CNAF como método de pré oxigenação para IOT
Este é um lugar caro aos emergencistas. Grande parte das evidências provém, entretanto, de trabalhos realizados na terapia intensiva. Os estudos são pequenos e diferem em termos dos fluxos utilizados, o que traz dificuldade na interpretação dos dados. Uma pré oxigenação segura é fundamental para trazer segurança à IOT. Qual o papel do CNAF neste cenário?
A pré oxigenação com CNAF em pacientes com hipoxemia não grave não parece reduzir o risco de dessaturação durante a IOT em comparação com dispositivo bolsa-valva-máscara, porém reduz o risco de eventos adversos graves (morte, SatO2 < 80%, parada cardiorrespiratória ou hipotensão), conforme ensaio clínico publicado em 2019 na Intensive Care Medicine(10).
Os desfechos não são favoráveis ao CNAF, contudo, quando se considera pacientes com hipoxemia moderada a grave (P/F < 200), de acordo com análise de subgrupo realizada pelo estudo FLORALI-2(11). Neste estrato, o CNAF se associou a maior incidência de hipoxemia grave durante a IOT e menor SatO2 ao final da pré oxigenação.
Muita esperança foi depositada na performance do CNAF no manejo da hipoxemia durante o combate à pandemia da COVID-19. Era comum a impressão (ou até certeza) entre emergencistas e intensivistas de que o dispositivo modificava os desfechos, reduzindo intubações ou eventualmente até a mortalidade.

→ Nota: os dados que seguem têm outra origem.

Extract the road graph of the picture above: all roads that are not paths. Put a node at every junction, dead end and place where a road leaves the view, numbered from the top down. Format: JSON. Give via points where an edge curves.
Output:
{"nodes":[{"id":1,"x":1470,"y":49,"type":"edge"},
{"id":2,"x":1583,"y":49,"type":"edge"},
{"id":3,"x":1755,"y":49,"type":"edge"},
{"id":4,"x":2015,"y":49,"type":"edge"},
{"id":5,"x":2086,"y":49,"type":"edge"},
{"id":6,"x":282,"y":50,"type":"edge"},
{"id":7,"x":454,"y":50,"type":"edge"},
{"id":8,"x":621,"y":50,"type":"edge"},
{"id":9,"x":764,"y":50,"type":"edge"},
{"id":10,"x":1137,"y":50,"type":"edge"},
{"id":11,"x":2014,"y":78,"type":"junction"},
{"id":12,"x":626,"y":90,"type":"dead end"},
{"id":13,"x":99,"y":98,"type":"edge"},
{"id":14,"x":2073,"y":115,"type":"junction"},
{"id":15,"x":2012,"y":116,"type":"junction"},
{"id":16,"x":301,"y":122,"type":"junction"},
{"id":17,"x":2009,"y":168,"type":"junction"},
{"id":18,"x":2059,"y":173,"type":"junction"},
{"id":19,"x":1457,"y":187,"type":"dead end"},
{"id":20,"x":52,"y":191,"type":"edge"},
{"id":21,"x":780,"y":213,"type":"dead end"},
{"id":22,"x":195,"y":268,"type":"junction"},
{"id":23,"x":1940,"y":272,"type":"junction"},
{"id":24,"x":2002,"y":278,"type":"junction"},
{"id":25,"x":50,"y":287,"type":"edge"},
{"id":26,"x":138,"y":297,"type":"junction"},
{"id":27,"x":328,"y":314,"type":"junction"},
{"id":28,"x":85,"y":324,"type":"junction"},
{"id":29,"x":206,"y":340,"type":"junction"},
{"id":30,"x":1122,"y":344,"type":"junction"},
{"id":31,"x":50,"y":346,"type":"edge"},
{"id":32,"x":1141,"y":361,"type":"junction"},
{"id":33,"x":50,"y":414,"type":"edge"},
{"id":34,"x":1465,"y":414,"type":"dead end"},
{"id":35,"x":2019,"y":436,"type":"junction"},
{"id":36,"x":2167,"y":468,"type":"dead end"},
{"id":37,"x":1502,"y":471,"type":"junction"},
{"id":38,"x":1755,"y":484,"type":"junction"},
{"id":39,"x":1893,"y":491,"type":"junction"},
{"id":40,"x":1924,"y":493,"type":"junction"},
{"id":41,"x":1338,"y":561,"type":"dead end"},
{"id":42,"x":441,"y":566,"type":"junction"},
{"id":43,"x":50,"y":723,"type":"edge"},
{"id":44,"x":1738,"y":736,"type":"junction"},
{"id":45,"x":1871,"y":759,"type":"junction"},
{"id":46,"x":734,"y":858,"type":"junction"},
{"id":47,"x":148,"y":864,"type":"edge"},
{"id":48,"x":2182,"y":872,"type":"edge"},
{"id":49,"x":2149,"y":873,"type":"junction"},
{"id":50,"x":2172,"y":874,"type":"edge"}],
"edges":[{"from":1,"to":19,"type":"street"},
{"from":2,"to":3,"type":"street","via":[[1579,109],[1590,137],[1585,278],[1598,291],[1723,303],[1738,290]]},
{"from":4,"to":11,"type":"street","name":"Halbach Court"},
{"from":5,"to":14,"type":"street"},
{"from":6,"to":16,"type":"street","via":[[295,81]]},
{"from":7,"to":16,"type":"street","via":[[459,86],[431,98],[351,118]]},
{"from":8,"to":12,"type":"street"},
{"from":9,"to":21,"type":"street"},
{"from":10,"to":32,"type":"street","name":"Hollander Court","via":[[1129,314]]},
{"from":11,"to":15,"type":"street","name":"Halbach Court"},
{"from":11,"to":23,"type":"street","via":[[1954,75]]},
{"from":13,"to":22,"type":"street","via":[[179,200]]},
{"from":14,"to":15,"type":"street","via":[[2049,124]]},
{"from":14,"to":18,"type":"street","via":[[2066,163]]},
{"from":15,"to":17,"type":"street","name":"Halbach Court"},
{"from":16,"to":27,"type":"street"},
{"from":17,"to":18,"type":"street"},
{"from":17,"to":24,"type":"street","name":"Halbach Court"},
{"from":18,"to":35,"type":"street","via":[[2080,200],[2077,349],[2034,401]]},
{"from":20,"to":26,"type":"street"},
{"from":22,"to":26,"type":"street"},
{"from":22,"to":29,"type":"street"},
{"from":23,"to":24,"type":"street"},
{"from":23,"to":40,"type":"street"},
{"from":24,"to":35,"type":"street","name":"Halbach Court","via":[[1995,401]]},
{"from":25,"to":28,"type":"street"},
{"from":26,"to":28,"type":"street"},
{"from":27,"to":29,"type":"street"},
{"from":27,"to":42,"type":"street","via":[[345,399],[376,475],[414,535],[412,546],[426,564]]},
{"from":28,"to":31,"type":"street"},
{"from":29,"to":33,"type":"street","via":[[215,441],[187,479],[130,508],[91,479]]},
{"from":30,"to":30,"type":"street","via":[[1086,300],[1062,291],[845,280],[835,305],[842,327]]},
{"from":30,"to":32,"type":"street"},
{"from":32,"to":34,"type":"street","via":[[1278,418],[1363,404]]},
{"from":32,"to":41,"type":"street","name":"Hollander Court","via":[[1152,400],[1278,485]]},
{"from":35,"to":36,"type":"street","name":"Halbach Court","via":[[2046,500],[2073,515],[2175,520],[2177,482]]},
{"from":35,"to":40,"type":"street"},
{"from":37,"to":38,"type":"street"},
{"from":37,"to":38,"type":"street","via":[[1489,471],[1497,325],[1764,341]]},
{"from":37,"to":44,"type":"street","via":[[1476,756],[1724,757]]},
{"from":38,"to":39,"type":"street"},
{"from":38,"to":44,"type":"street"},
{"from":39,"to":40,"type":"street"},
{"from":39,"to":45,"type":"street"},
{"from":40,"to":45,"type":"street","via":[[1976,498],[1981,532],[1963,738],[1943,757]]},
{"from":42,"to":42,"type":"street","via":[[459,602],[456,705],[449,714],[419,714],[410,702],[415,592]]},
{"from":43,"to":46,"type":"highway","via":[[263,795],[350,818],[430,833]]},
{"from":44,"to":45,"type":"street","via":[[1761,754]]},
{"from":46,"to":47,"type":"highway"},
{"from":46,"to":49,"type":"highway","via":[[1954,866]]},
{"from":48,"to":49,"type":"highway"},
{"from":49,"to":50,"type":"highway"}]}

Infelizmente, não é o que a literatura demostrou em publicações subsequentes. A pandemia trouxe uma familiaridade inevitável das equipes assistenciais com o dispositivo, haja vista a difusão do suporte pelas unidades de emergência e UTIs brasileiras.
É necessário enxergar com certa crítica a utilização desenfreada do CNAF. A literatura não trouxe resultados robustos em favor desta terapia em detrimento do suporte previamente difundido. Não podemos de forma alguma protelar a IOT, quando bem indicada, sob risco de causarmos efeitos deletérios na evolução dos nossos pacientes. Precisamos reconhecer que pairam mais dúvidas que convicções sobre o real efeito do dispositivo nos cenários clínicos mais comuns que envolvem a sua utilização.